Under Pressure: Testing Valves For Safety Critical Installations
- Robert Robinson
- Sep 24
- 2 min read
Designed for the harshest oil, gas, petrochemical, hydrogen and carbon-capture applications – in onshore, offshore and subsea environments – the valves manufactured by BEL Valves play a vital role in ensuring the world stays powered-up.

Chris Williamson, Technical Consultant at the Newcastle-based manufacturer, talks to SOS Magazine about the pressures involved in ensuring these safety critical products can be installed with confidence and will operate without risk of failure.
“Valves play a vital role wherever they’re installed – controlling and isolating fluids and gases at extreme pressures and temperatures.

The most common places you’ll find our valves and actuators are in offshore topside facilities and deep-water production systems; and subsea manifolds and pipelines; Our safety critical isolation valves are used for high-integrity pressure-protection systems (HIPPS), emergency shut-down (ESDV), boarding shutdown (BSDV) and subsea isolation (SSIV).
The installation locations, product type and size – we’ve manufactured valves from ½ inch diameter right up to 56 – differ greatly, but the common ground they all share is that they need to be uncompromisingly reliable as they are there to safeguard operations, people, assets and the environment.

That translates to a lot of pressure on every valve,and so it’s clear that the standards they’re manufactured to need to be exacting to say the very least.
Our valves are engineered to comply with a variety of requirements, which can comprise BS, EN, API and ISO series’ standards (e.g., API 6A, 6D, 6DSS, 17D; ISO 15848, 10497); UK Pressure Equipment Safety Regulations (PESR); the European Pressure Equipment Directive (PED); relevant regional specifications such as NORSOK; and any client / end user-specific requirements.
To achieve this, BEL Valves’ valves undergo a tailored sequence of qualification and production tests depending on end use and function, which can comprise:
Hydrostatic testing;
Gas testing;
Fugitive-emissions testing;
Endurance / cycle testing;
Hyperbaric cycling;
Temperature testing;
Fire testing.
In addition, advanced non-destructive examination (radiography, ultrasonics, PMI, dye-penetrant and more) supports each stage of manufacture.

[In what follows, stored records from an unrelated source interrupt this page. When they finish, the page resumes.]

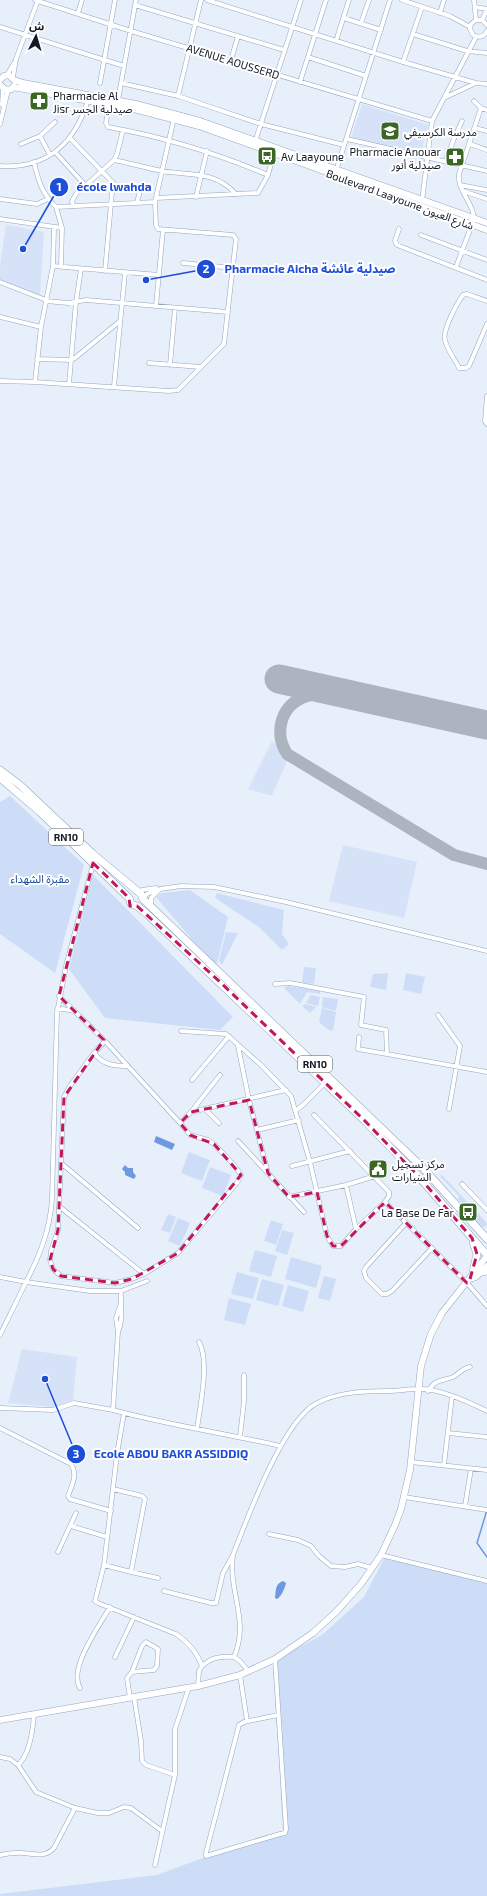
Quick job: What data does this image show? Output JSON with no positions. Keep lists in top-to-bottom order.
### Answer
{
  "streets": {
    "main road": ["RN10"],
    "street": ["AVENUE AOUSSERD", "Boulevard Laayoune شارع العيون"]
  },
  "parks": ["مقبرة الشهداء"],
  "places": {
    "pharmacy": ["Pharmacie Al Jisr صيدلية الجسر", "Pharmacie Anouar صيدلية أنور"],
    "school or university": ["مدرسة الكرسيفي"],
    "bus stop": ["Av Laayoune", "La Base De Far"],
    "other": ["école lwahda", "Pharmacie Aicha صيدلية عائشة", "Ecole ABOU BAKR ASSIDDIQ"],
    "public building": ["مركز تسجيل السيارات"]
  },
  "north": "top"
}
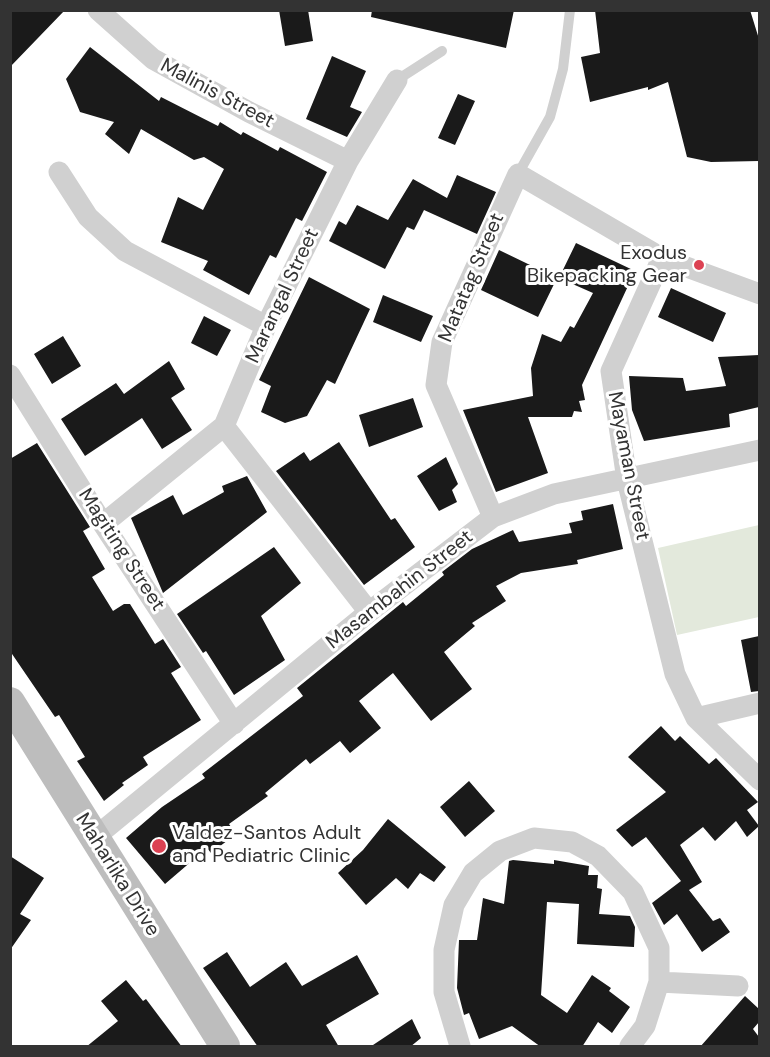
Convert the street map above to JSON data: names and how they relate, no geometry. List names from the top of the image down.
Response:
{
  "streets": {
    "street": [
      "Malinis Street",
      "Matatag Street",
      "Marangal Street",
      "Mayaman Street",
      "Magiting Street",
      "Masambahin Street",
      "Maharlika Drive"
    ]
  },
  "crossings": [
    ["Malinis Street", "Marangal Street"],
    ["Matatag Street", "Masambahin Street"],
    ["Marangal Street", "Magiting Street"],
    ["Mayaman Street", "Masambahin Street"],
    ["Magiting Street", "Masambahin Street"],
    ["Masambahin Street", "Maharlika Drive"]
  ],
  "places": ["Exodus Bikepacking Gear", "Valdez-Santos Adult and Pediatric Clinic"]
}
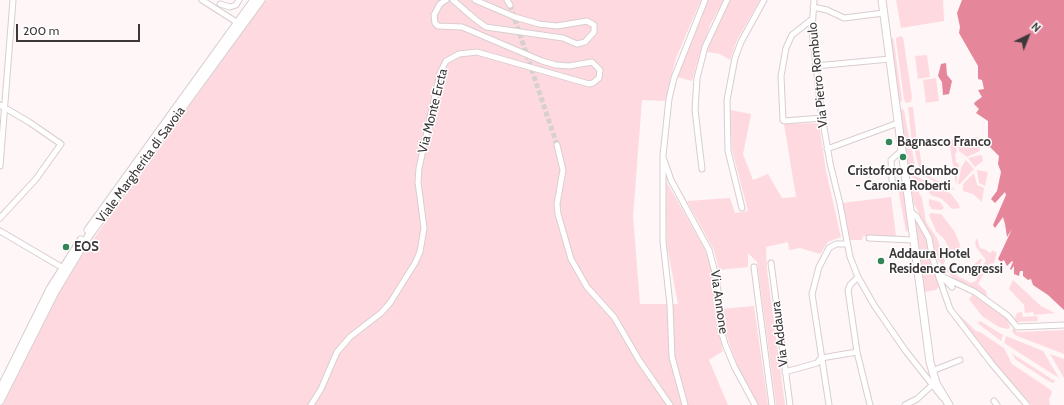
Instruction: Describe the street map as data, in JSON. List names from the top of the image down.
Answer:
{
  "streets": {
    "street": [
      "Via Pietro Rombulo",
      "Via Monte Ercta",
      "Viale Margherita di Savoia",
      "Via Annone",
      "Via Addaura"
    ]
  },
  "places": [
    "Bagnasco Franco",
    "Cristoforo Colombo - Caronia Roberti",
    "EOS",
    "Addaura Hotel Residence Congressi"
  ],
  "scale_bar": "200 m",
  "north": "top right"
}
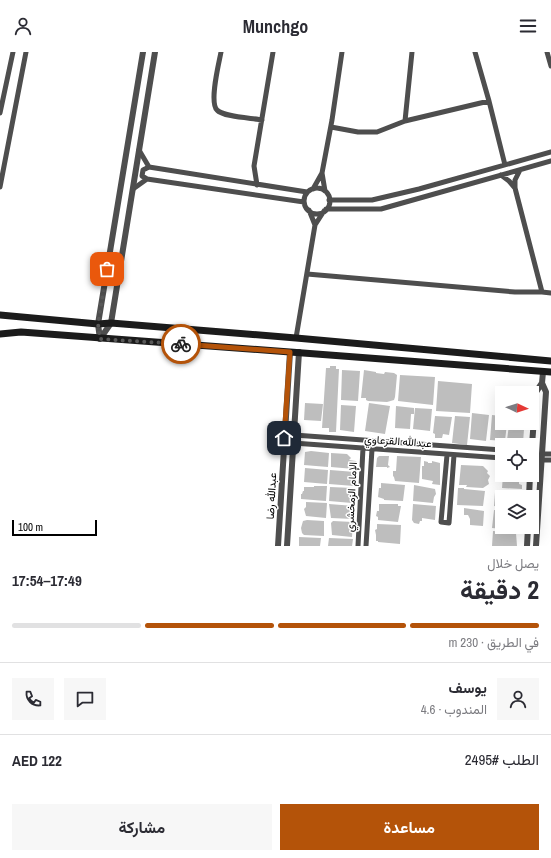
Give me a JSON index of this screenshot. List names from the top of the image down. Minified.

Along with safety integrity level (SIL) capability assessments for our safety critical valves and actuators.

The world though doesn’t stand still and so the onus is on the manufacturers to keep pace with technological developments and changing industry requirements. The shift towards Hydrogen, CO₂ and other low-carbon fluids is certainly the key focus and is one that is being discussed amongst various industry working groups – the majority of which we participate fully in. The aim of them all being to identify and develop new working practices and drive standardisation – ensuring all new standards are created by those who can rightfully lay claim to being experts in the field.
At present, the creation of valves that deliver greater control of seat leakage and tight shut-off performance; fugitive emissions; fire safety; and metallic and non-metallic material qualification is high on everyone’s agendas.
What’s certain during this period of change is that new standards will be developed and ratified, new products engineered and existing ones modified – ensuring the safety critical operation of the valves used in these high value, high importance installations is never compromised.”